Ein dichter Schwärm von Soldaten hatte im Augenblick einen Kordon um uns gezogen. Sie sahen herzerfrischend unfreundlich aus und trugen die Maschinenpistolen längst nicht mehr über der Schulter. „Aber, bitte, kommen Sie nur“, wiederholte der Major, der erst türkisch gesprochen hatte, in mühseligem Deutsch, und pfiff seine Leute zurück. „Sie wollen doch sicher den Flugplatz sehen!“

„Mit größtem Vergnügen!“ gab ich zur Antwort und stieß unseren Fahrer, der etwas langsamer verstand, kräftig in die Seite. „Wenn wir Sie nicht belästigen?“

Im Weiterfahren erläuterte der Major uns die Anlagen ringsum, und der Mund unseres Fahrers, der vor Erstaunen noch immer weit offen stand, schloß sieh widerstrebend! ,Ja, aber“, stieß er endlich hervor und war mit einem Satz schon so in Fahrt, daß er den Rückwärtsgang nicht mehr hineinbekam, „ist denn das nicht geheim?“

„Natürlich“, gab ihm der Major recht, „aber wir gehören doch alle zur NATO, nicht wahr?“

Und da niemand da war, der ihm seinen Glauben nehmen wollte, bewunderten wir die neuesten Bombermodelle, Jäger und manches andere. Das war nicht viel früher, als die Amerikaner wegen der Unruhen in den arabischen Ländern auch in der Türkei Truppen landeten. Was sie wohl gesagt hätten, wenn ihnen bekanntgeworden wäre, daß Fremde alles besichtigt hatten? Ich sehe unseren freundlichen Major wie leibhaftig vor mir, wenn ich daran denke; und fast glaube ich, auch seine Antwort zu kennen: „Nichts können die Amerikaner dagegen haben“, hätte er wohl gesagt, „denn wir gehören ja alle zur NATO!“ ,

Von einem Leutnant geleitet, kamen wir aus dem Sperrgebiet unangefochten wieder heraus und wischten uns nachträglich noch den kalten Schweiß von der Stirn. Aber so ist dieses eigenartige Land: manchmal wird jemand bloß deshalb verhaftet und blutig geschlagen, Weil er einige Minuten auf einer (völlig unmilitärischen) Wiese liegend, vielleicht irgendeine Warnungstafel . übersehen hat, dann wieder erhält man unter fachmännischer Leitung einen kurzen, aber umfassenden Ueberblick über einen NATO-Flugplatz.

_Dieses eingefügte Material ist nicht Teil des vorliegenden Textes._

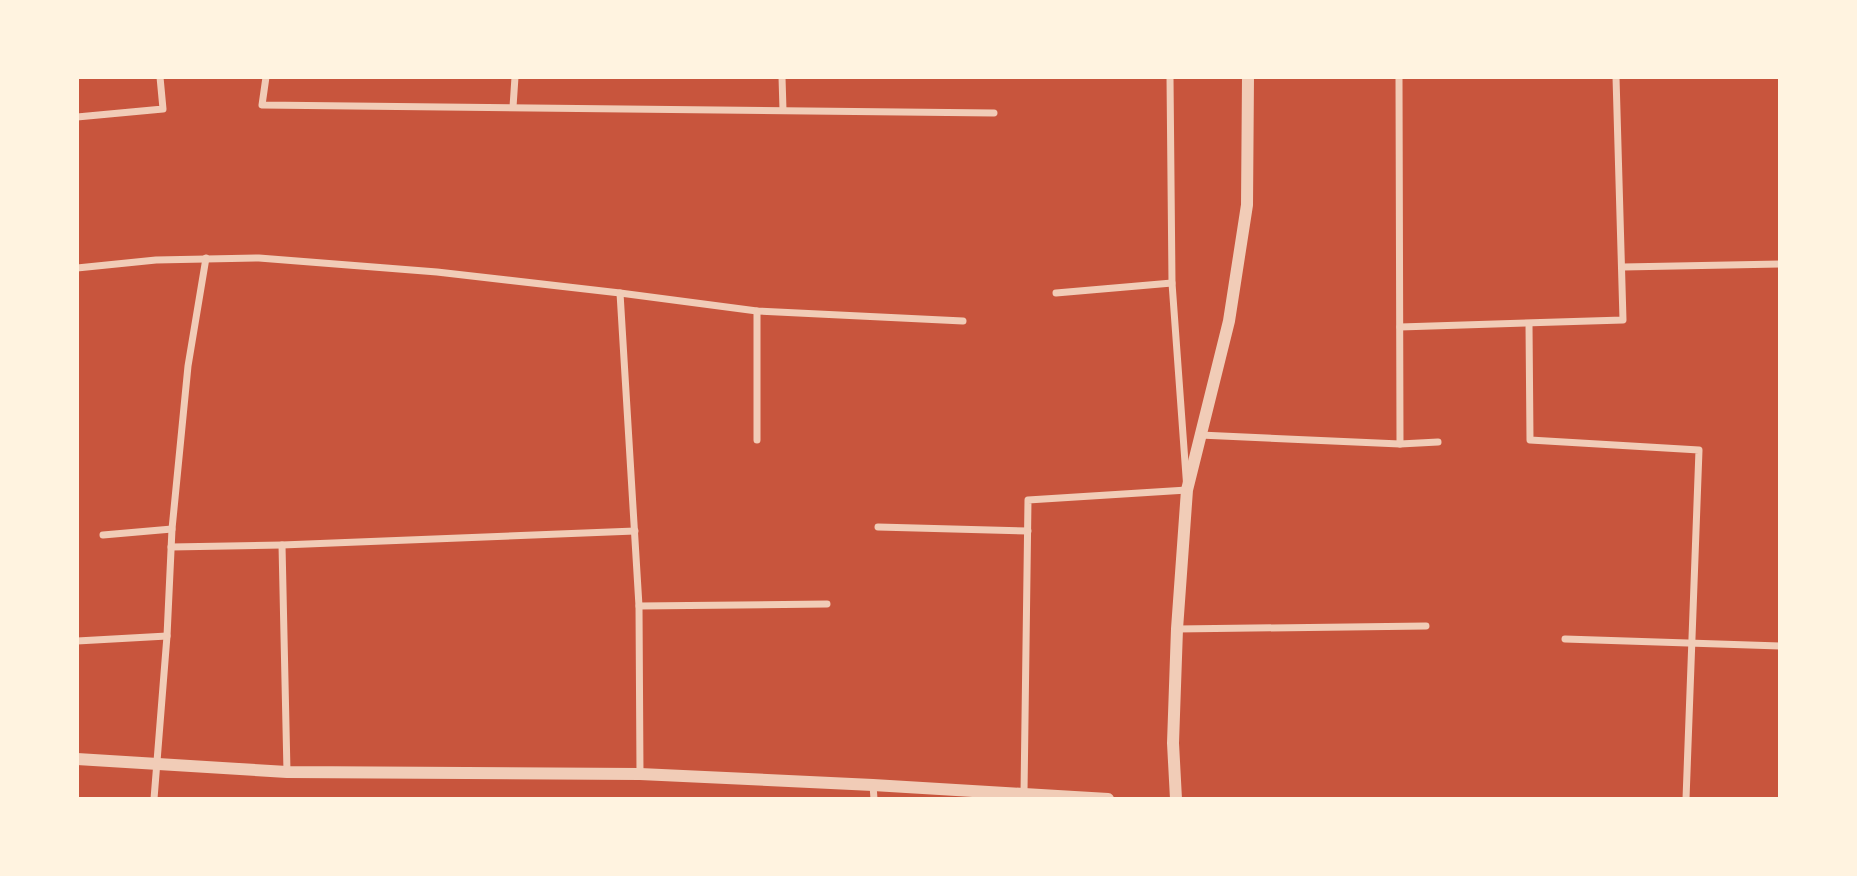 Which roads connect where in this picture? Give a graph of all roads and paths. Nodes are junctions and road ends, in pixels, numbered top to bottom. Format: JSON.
{"nodes":[{"id":1,"x":160,"y":77,"type":"edge"},
{"id":2,"x":266,"y":77,"type":"edge"},
{"id":3,"x":515,"y":77,"type":"edge"},
{"id":4,"x":782,"y":77,"type":"edge"},
{"id":5,"x":1170,"y":77,"type":"edge"},
{"id":6,"x":1248,"y":77,"type":"edge"},
{"id":7,"x":1399,"y":77,"type":"edge"},
{"id":8,"x":1616,"y":77,"type":"edge"},
{"id":9,"x":513,"y":107,"type":"junction"},
{"id":10,"x":783,"y":110,"type":"junction"},
{"id":11,"x":994,"y":113,"type":"dead end"},
{"id":12,"x":77,"y":117,"type":"edge"},
{"id":13,"x":206,"y":258,"type":"junction"},
{"id":14,"x":1780,"y":264,"type":"edge"},
{"id":15,"x":1623,"y":267,"type":"junction"},
{"id":16,"x":77,"y":268,"type":"edge"},
{"id":17,"x":1172,"y":283,"type":"junction"},
{"id":18,"x":620,"y":293,"type":"junction"},
{"id":19,"x":1056,"y":293,"type":"dead end"},
{"id":20,"x":757,"y":312,"type":"junction"},
{"id":21,"x":963,"y":321,"type":"dead end"},
{"id":22,"x":1529,"y":324,"type":"junction"},
{"id":23,"x":1400,"y":327,"type":"junction"},
{"id":24,"x":1200,"y":435,"type":"junction"},
{"id":25,"x":757,"y":440,"type":"dead end"},
{"id":26,"x":1438,"y":442,"type":"dead end"},
{"id":27,"x":1400,"y":444,"type":"junction"},
{"id":28,"x":1186,"y":490,"type":"junction"},
{"id":29,"x":878,"y":527,"type":"dead end"},
{"id":30,"x":172,"y":529,"type":"junction"},
{"id":31,"x":635,"y":531,"type":"junction"},
{"id":32,"x":1028,"y":531,"type":"junction"},
{"id":33,"x":103,"y":535,"type":"dead end"},
{"id":34,"x":282,"y":545,"type":"junction"},
{"id":35,"x":171,"y":547,"type":"junction"},
{"id":36,"x":827,"y":604,"type":"dead end"},
{"id":37,"x":639,"y":606,"type":"junction"},
{"id":38,"x":1426,"y":626,"type":"dead end"},
{"id":39,"x":1177,"y":629,"type":"junction"},
{"id":40,"x":167,"y":636,"type":"junction"},
{"id":41,"x":1565,"y":639,"type":"dead end"},
{"id":42,"x":77,"y":641,"type":"edge"},
{"id":43,"x":1692,"y":643,"type":"junction"},
{"id":44,"x":1780,"y":646,"type":"edge"},
{"id":45,"x":77,"y":759,"type":"edge"},
{"id":46,"x":155,"y":763,"type":"junction"},
{"id":47,"x":287,"y":772,"type":"junction"},
{"id":48,"x":640,"y":774,"type":"junction"},
{"id":49,"x":873,"y":785,"type":"junction"},
{"id":50,"x":1024,"y":793,"type":"junction"},
{"id":51,"x":154,"y":799,"type":"edge"},
{"id":52,"x":874,"y":799,"type":"edge"},
{"id":53,"x":1108,"y":799,"type":"edge"},
{"id":54,"x":1176,"y":799,"type":"edge"},
{"id":55,"x":1686,"y":799,"type":"edge"}],
"edges":[{"from":1,"to":12,"type":"street"},
{"from":2,"to":9,"type":"street"},
{"from":3,"to":9,"type":"street"},
{"from":4,"to":10,"type":"street"},
{"from":5,"to":17,"type":"street"},
{"from":6,"to":24,"type":"street"},
{"from":7,"to":23,"type":"street"},
{"from":8,"to":15,"type":"street"},
{"from":9,"to":10,"type":"street"},
{"from":10,"to":11,"type":"street"},
{"from":13,"to":16,"type":"street"},
{"from":13,"to":18,"type":"street"},
{"from":13,"to":30,"type":"street"},
{"from":14,"to":15,"type":"street"},
{"from":15,"to":22,"type":"street"},
{"from":17,"to":19,"type":"street"},
{"from":17,"to":28,"type":"street"},
{"from":18,"to":20,"type":"street"},
{"from":18,"to":31,"type":"street"},
{"from":20,"to":21,"type":"street"},
{"from":20,"to":25,"type":"street"},
{"from":22,"to":23,"type":"street"},
{"from":22,"to":43,"type":"street"},
{"from":23,"to":27,"type":"street"},
{"from":24,"to":27,"type":"street"},
{"from":24,"to":28,"type":"street"},
{"from":26,"to":27,"type":"street"},
{"from":28,"to":32,"type":"street"},
{"from":28,"to":39,"type":"street"},
{"from":29,"to":32,"type":"street"},
{"from":30,"to":33,"type":"street"},
{"from":30,"to":35,"type":"street"},
{"from":31,"to":34,"type":"street"},
{"from":31,"to":37,"type":"street"},
{"from":32,"to":50,"type":"street"},
{"from":34,"to":35,"type":"street"},
{"from":34,"to":47,"type":"street"},
{"from":35,"to":40,"type":"street"},
{"from":36,"to":37,"type":"street"},
{"from":37,"to":48,"type":"street"},
{"from":38,"to":39,"type":"street"},
{"from":39,"to":54,"type":"street"},
{"from":40,"to":42,"type":"street"},
{"from":40,"to":46,"type":"street"},
{"from":41,"to":43,"type":"street"},
{"from":43,"to":44,"type":"street"},
{"from":43,"to":55,"type":"street"},
{"from":45,"to":46,"type":"street"},
{"from":46,"to":47,"type":"street"},
{"from":46,"to":51,"type":"street"},
{"from":47,"to":48,"type":"street"},
{"from":48,"to":49,"type":"street"},
{"from":49,"to":50,"type":"street"},
{"from":49,"to":52,"type":"street"},
{"from":50,"to":53,"type":"street"}]}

DIE TÜRKEN MÖGEN - wie alle Völker -auch unangenehme Eigenschaften haben; eines aber muß man ihnen lassen: sie sind treu. Sie vergessen ihre Freunde niemals und setzen mit der Einspurigkeit einfacher Menschen ihr Leben für sie ein, tun für sie alles, was nur in ihren Kräften steht, und erwarten von ihnen die gleiche Haltung.

Unser Wegweiser begleitete uns bis weit über den Taurus und gab uns zum Abschied eine Straßenkarte mit: „Damit Sie den Weg nicht ein zweites Mal verfehlen. ..“, lächelte er, aber es klang doch wie eine kleine Warnung. „Auf dieser Straße da kommen Sie nach Nevschehir und Uergüp zu dem Tal der tausend Klöster. Ich glaube nicht, daß es auf der Welt noch ein zweites Tal wie dieses gibt. Auch wohl keine Reisenden, die von einem Düsenflugplatz glatte eineinhalb Jahrtausende zurück in die Vergangenheit fahren...“ Er winkte uns zum Abschied: „Güle, güle — auf Wiedersehen! Möge Ihr Weg vor Ihnen offen sein ... !“

Wie recht der Leutnant mit seinen Worten gehabt hatte, sahen wir erst am nächsten Tag, als wir in unserem kleinen Dorfhotel die Augen aufschlugen und aus dem Fenster blickten. Ja, das war es wirklich und leibhaftig, das „Tal der tausend Klöster“! In imponierender Oede flirrte das Land unter der glühenden Sonne, strahlte eine weiße Wirrnis von vulkanischen Kegeln das empfangene Licht zurück zum bleiernen Himmel. Wo ein welkes, dürres Grün sich hervorwagte, verstärkte es den Eindruck der Verlassenheit, statt ihn zu mildern.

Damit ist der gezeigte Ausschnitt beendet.